Washington, Arizona and Utah already have similar programs or are currently piloting them. (Washington has the oldest such program, launched in 2012, although the Washington Supreme Court ruled last year to stop offering new licenses.) The programs aim to improve access to justice for people with legal needs who cannot afford a lawyer by providing a lower cost alternative. Paraprofessionals are often described as the legal equivalent of nurse practitioners.
“I think California is a big state and is putting a lot of effort into figuring out if something like this should go ahead – I think that would be a really big deal and a signal that it’s an idea. that is worth pursuing, âsaid Jason Solomon, director of the Center on the Legal Profession at Stanford Law School, noting that all of the existing paraprofessional legal programs are small or in their infancy.
But many lawyers spoke out against the proposal during nearly two hours of public comment to the board on Thursday, saying it could undermine public confidence in the legal profession and put clients at risk from unqualified paraprofessionals. They also challenged a provision in the proposal that would allow non-lawyers to own up to 49% of a law firm. Many have asked for more than the originally proposed 60 days to weigh on the proposal, prompting the board to adopt a 110-day comment period.
California has been playing with a legal paraprofessional program since the late 1980s, but took that effort seriously in 2018. A report on the state’s lack of justice released the following year highlighted a widespread need for it. better access to legal aid. It found that 55% of residents have encountered a legal problem in the past year, but 85% of them have received no help or inadequate help.
In March 2020, the Bar’s Board of Trustees appointed the California Paraprofessional Program Task Force and tasked it with developing recommendations for a program where specially trained non-lawyers would be able to to offer legal assistance. The task force on Thursday submitted a nearly 1,500-page report with its recommendations, which the board discussed and approved for public comment.
Under the proposal, paraprofessionals would be limited to providing services in the areas of consumer debt; maintenance of employment and income; family children and custody; and housing. They would not be eligible to provide criminal legal services except for write-offs. And they would be limited to specific functions in those areas. Within the job category, for example, paraprofessionals would be able to manage unemployment and public benefit procedures. Paraprofessionals would be allowed to appear in court under the current proposal, but would not be allowed to manage jury trials.
âThe question of whether paraprofessionals should be able to assist their clients in court has been one of the most difficult questions addressed by the [working group]”, says the report.
BARRIERS AND OPPORTUNITIES
Professor Rebecca Sandefur, who studies access to civil justice, said in an email Thursday that the success of a paraprofessional program in California depends on its design and implementation.
âIf there are a lot of initial requirements, it will be difficult for people to enter the occupation, so few will,â she wrote. âIf paraprofessionals aren’t able to provide legal advice and appear in court, they won’t be able to be of much help. “
The public will also need to be made aware of the existence of paraprofessionals and their role, she noted.

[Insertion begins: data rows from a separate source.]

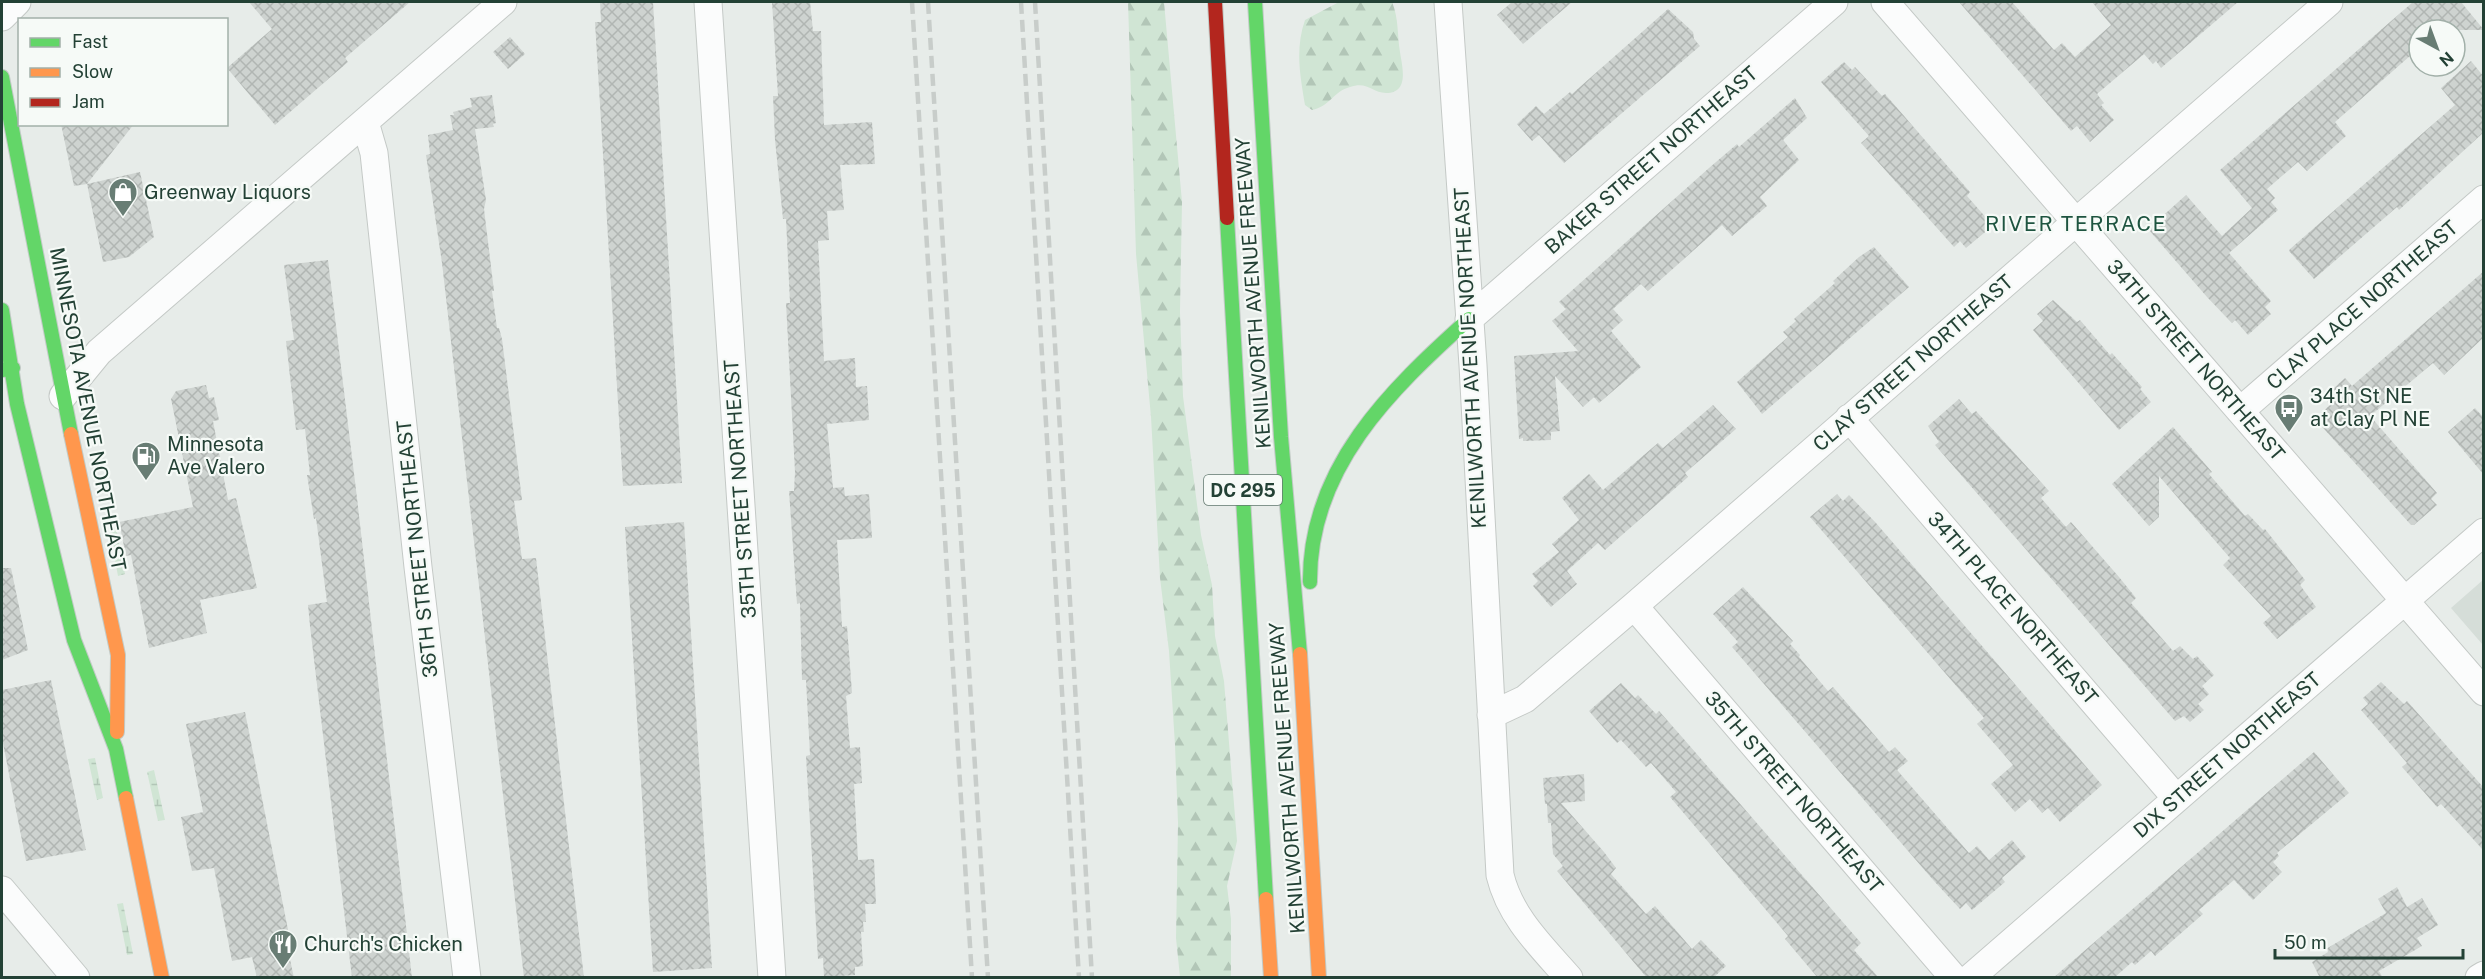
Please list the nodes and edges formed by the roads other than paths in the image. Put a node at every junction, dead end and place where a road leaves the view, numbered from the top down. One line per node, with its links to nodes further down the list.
1 (17, 2): 10 (street)
2 (503, 2): 12 (street)
3 (708, 2): 38 (street, 35TH STREET NORTHEAST)
4 (1215, 2): 39 (main road, KENILWORTH AVENUE FREEWAY / DC 295)
5 (1255, 2): 30 (main road, KENILWORTH AVENUE FREEWAY / DC 295)
6 (1448, 2): 16 (street, KENILWORTH AVENUE NORTHEAST)
7 (1834, 2): 16 (street, BAKER STREET NORTHEAST)
8 (1885, 2): 14 (street, 34TH STREET NORTHEAST)
9 (2328, 2): 14 (street, CLAY STREET NORTHEAST)
10 (2, 17)
11 (2, 77): 18 (main road, MINNESOTA AVENUE NORTHEAST)
12 (365, 122): 17 (street); 37 (street, 36TH STREET NORTHEAST)
13 (2484, 199): 23 (street, CLAY PLACE NORTHEAST)
14 (2075, 222): 23 (street, 34TH STREET NORTHEAST); 24 (street, CLAY STREET NORTHEAST)
15 (2, 310): 19 (main road, MINNESOTA AVENUE NORTHEAST)
16 (1469, 319): 29 (street, KENILWORTH AVENUE NORTHEAST); 30 (main road)
17 (99, 352): 18 (street); 20 (street)
18 (52, 359): 20 (main road, MINNESOTA AVENUE NORTHEAST)
19 (13, 368): 21 (main road, MINNESOTA AVENUE NORTHEAST)
20 (58, 397): 31 (main road, MINNESOTA AVENUE NORTHEAST)
21 (23, 403): 22 (main road); 31 (main road, MINNESOTA AVENUE NORTHEAST)
22 (2, 406)
23 (2240, 411): 26 (street, 34TH STREET NORTHEAST)
24 (1849, 418): 27 (street, CLAY STREET NORTHEAST); 32 (street, 34TH PLACE NORTHEAST)
25 (2484, 532): 26 (street, DIX STREET NORTHEAST)
26 (2404, 601): 28 (street, 34TH STREET NORTHEAST); 32 (street, DIX STREET NORTHEAST)
27 (1634, 606): 29 (street, CLAY STREET NORTHEAST); 42 (street, 35TH STREET NORTHEAST)
28 (2484, 692)
29 (1491, 715): 41 (street)
30 (1306, 724): 40 (main road, KENILWORTH AVENUE FREEWAY / DC 295)
31 (116, 749): 36 (main road, MINNESOTA AVENUE NORTHEAST)
32 (2176, 798): 43 (street, DIX STREET NORTHEAST)
33 (2, 890): 35 (street)
34 (2484, 975): 44 (street)
35 (76, 978)
36 (162, 978)
37 (467, 978)
38 (772, 978)
39 (1271, 978)
40 (1319, 978)
41 (1569, 978)
42 (1954, 978)
43 (1970, 978)
44 (2479, 978)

Under the California proposal, paraprofessionals would have to complete a JD or LL.M, or have completed a paralegal program or be a qualified legal documentation assistant. They are expected to take courses covering the basics of justice and ethics and legal topics specific to their areas of practice, as well as 1,000 hours of practical training, tests and a moral assessment.
The program, which the task force said would cost $ 1.65 million to launch, would be overseen by the California Supreme Court, but day-to-day administration would fall to the state bar. Paraprofessionals would fall under a disciplinary system similar to that which governs certified lawyers.
The proposal foresees that the program will take place in phases, starting with housing; collateral criminal or write-offs; and family, children and custody areas. It would start in just 10 of California’s 58 counties. The working group did not set a name for the paraprofessionals but proposed three options: limited license lawyer; Limited liability lawyer; or Limited legal counsel.
If the California State Bar passes the proposal after the public comment period, it would still require approval from the California Supreme Court and the state legislature.